Number two, the notion that the innovator is an individual strikes
strike me as bizarre. The individual is just a moment in that process of
research that involves thousands of institutions over a long period of
time. They come together in one person, but the celebration of the one
person who takes the last step, as opposed to all of the others is, again,
removing the social did I mention of this process and making it an
individual.

FREELAND: Or the fact that five people might come up with the same
idea, and really recognize the single person.

WOLFF: People are not so pecuniary as people imagine them to be.
There are a hundred ways of rewarding people who come through with
innovation and we ought to explore them, celebrate term publicly.

HAYES: Presidential --

(CROSSTALK)

WOLFF: The notion that the only way to get them to do it is by giving
them private profit in perpetuity to create them to be wonderful moments
for our corporation to get an advantage they couldn`t otherwise have,
that`s a pandering to an economic system that we ought to be questioning,
not pandering.

FREELAND: So, I have a question --

CRAWFORD: The thing here that we need to focus on is who get the
monopoly?

FREELAND: Right. That`s what I was going to ask. Who are the
opponents?

CRAWFORD: But we face this issue in many parts of American society.
And right now, we`re facing it with Internet access as well. So, we`ve
handed a monopoly originally to cable operators in America for wired
Internet access. They are dividing the world up between them and wireless
guys. For me, that content issues are just secondary. They all make deals
with the RIAA and MPAA --

HAYES: Explain who those people are.

CRAWFORD: I`m sorry. The Recording Industry Association of America
and the Motion Pictures Association of America have tremendous power in
Washington.

HAYES: Yes, let me show an example of this, because this is former
senator from Connecticut, Senator Chris Dodd, who is now head of the MPAA.
He`s telling lawmakers who count on Hollywood not to expect money if they
don`t vote for the Stop Online Piracy Act, which was a piece of
intellectual property legislation that was pushed by our employer here and
the MPAA.

"Those who count on, quote, `Hollywood for support` need to
understand that this industry is watching very carefully who is going to
stand up for them when their job is at stake. Don`t ask me to write a
check for you when you think your job is at risk and then don`t pay
attention to me when my job is at stake."

So, that`s the, you know, the big stick --

CRAWFORD: Does he make it self-interest depicted --

HAYES: Right.
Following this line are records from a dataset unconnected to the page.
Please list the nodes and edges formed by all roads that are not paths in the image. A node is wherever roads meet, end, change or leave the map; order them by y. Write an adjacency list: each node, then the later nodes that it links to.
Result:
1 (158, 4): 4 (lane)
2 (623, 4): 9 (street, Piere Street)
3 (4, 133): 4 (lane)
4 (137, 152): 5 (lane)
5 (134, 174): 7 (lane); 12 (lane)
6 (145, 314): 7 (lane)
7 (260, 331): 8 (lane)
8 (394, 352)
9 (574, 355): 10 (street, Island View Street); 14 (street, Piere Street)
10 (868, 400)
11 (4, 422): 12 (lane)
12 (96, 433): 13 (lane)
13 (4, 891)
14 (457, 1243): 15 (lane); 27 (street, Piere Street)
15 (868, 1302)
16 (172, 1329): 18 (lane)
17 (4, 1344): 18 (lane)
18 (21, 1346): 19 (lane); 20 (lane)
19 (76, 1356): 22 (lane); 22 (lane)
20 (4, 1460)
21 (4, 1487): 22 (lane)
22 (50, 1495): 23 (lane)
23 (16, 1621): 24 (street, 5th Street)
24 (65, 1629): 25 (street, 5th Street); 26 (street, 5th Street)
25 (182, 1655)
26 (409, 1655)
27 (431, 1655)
But that is -- the question I think -- the next
question I want to ask is, this has happened both in copyright and patent
which we`ve seen this overgrowth of property claims. I think people
increasingly on the left and the right agree with that.
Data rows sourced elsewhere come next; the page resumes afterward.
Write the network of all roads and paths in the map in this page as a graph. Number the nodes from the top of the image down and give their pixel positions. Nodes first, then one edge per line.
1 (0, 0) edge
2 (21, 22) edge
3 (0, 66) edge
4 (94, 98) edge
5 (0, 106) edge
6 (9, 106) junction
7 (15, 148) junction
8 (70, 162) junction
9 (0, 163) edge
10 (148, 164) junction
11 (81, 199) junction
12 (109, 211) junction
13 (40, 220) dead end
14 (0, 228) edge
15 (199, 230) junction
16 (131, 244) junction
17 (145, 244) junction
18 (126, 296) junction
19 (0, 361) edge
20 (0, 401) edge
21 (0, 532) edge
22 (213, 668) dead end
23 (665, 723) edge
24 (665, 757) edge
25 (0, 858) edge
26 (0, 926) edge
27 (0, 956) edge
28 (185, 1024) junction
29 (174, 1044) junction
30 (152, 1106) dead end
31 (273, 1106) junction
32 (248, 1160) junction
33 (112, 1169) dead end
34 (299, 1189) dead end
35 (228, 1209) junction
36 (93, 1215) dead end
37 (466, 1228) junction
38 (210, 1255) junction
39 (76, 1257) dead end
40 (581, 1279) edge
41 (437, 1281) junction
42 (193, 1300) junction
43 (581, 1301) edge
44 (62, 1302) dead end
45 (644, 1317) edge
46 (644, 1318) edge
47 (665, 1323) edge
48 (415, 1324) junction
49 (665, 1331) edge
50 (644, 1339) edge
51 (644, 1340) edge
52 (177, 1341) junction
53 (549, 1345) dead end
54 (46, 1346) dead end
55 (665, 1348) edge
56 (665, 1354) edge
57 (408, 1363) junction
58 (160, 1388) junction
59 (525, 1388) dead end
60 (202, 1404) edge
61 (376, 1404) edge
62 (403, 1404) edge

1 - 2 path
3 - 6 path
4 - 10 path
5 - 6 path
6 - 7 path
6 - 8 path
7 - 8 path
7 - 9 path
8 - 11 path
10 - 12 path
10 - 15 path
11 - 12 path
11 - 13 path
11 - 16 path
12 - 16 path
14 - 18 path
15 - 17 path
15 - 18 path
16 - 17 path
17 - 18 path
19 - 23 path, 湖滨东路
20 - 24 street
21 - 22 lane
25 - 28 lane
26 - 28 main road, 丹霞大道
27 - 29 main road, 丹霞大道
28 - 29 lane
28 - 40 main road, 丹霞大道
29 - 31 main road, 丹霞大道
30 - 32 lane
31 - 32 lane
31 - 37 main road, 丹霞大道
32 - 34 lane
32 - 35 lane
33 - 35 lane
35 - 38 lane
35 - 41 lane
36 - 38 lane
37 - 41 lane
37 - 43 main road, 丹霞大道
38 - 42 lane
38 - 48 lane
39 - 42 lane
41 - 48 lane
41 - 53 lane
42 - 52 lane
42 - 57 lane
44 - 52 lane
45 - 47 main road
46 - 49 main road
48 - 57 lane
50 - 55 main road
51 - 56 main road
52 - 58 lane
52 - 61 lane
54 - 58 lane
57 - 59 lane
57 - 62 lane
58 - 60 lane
So, the question is, what to do about it? Let`s talk about that
after this.

(COMMERCIAL BREAK)

HAYES: We had a big case this year that focused people`s attention,
which was Apple and Samsung over a set of patents, right? So, when you
think about something as complex as an iPhone, right, there are lots of
patents in there.

CRAWFORD: Hundreds.

HAYES: Hundreds of patents. And increasingly, I didn`t know this
until I stepped through the patent process. The patent process is kind of
a remarkable process in that it is this bulwark of the civil servant,
right, the patent applicant, the Einstein sitting in the table and they get
this little diagram drawing and they either put a check mark and saying
yes, this is novel and this is -- you`ve come up with this, and this is a
distinct thing --

CRAWFORD: And years go by, years go by. There`s a timeline in your
story as well.

HAYES: And so -- or in some cases, you apply and you get rejected
the first time, and then you tweak the language and you`re rejected. And
then on the 10th time, they finally say, OK, fine, here`s the patent.
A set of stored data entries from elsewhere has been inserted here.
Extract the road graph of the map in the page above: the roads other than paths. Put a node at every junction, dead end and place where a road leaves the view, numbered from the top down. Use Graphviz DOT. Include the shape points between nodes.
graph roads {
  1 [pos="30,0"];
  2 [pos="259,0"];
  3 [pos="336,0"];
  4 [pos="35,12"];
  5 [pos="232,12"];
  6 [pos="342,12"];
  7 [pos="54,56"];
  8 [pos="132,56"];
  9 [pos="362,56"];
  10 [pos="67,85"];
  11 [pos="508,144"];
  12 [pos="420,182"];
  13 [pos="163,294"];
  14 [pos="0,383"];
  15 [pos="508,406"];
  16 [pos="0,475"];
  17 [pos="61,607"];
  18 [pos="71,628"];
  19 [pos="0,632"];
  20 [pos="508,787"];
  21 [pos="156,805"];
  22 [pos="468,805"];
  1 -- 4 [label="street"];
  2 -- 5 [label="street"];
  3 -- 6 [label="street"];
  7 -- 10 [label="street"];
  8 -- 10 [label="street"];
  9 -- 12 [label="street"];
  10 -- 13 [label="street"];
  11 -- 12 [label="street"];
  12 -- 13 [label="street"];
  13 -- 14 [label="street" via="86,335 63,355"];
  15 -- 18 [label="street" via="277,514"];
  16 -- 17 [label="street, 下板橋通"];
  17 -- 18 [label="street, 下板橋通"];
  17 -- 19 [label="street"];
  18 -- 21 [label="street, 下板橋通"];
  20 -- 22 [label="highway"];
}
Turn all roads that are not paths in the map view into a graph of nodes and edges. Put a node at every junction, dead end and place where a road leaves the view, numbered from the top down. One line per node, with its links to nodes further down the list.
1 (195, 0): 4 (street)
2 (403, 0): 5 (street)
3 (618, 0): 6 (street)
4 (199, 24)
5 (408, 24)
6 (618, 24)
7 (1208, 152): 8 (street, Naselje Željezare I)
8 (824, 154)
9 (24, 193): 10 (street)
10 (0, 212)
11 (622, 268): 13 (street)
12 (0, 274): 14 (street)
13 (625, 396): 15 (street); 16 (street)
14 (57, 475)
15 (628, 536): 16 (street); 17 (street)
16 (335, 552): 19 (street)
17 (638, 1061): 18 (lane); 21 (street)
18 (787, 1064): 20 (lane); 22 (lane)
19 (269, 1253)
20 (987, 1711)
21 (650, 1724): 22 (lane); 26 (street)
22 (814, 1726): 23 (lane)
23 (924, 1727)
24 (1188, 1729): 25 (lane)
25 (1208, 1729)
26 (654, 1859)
So there`s the patent. So Apple then sues Samsung and says, no, no,
you can`t make your smartphone because we have the patent for that and they
won, right?

CRAWFORD: Well, the expensive loony (ph) on reality of the system is
-- we really have to be talking about as a country. And Google is
announcing it is trying to step back and get out of these wars because they
have dozens of litigation pending all over the world and all they are doing
is inventing patents, not patent inventions. It seems backwards.

HAYES: Right.

CRAWFORD: And it`s actually frustrating for the inventors involve
and for everybody because --

HAYES: There is this industry now that people call patent trolls
(ph), right?

CRAWFORD: Yes.

HAYES: Where there`s now a business model in which you just cycle
through and try to get a bunch of patents, like spending your pen, for
instance. Maybe that`s a novel thing that you can patent.

CRAWFORD: Right.

HAYES: Here`s the growth of the patent lawsuits involving patent
trolls from 2001 to 2012. And you see it steadily shoots up and now, it`s
like, it`s become this growth industry.

The idea is you can essentially blackmail people, for a lack of word,
because you have this property claim and then they come out with something
and you say, you send them a letter and you say, we have a patent ongoing
like this to minimize an image or breathing or some process that everybody
is using.

CRAWFORD: Two problems here. One is that you can box out your
competition with a threat of this lawsuit, but also you`re making it very
difficult for anybody else to invent something new. You`re just -- you
know, everybody`s afraid. And that`s no good for innovation.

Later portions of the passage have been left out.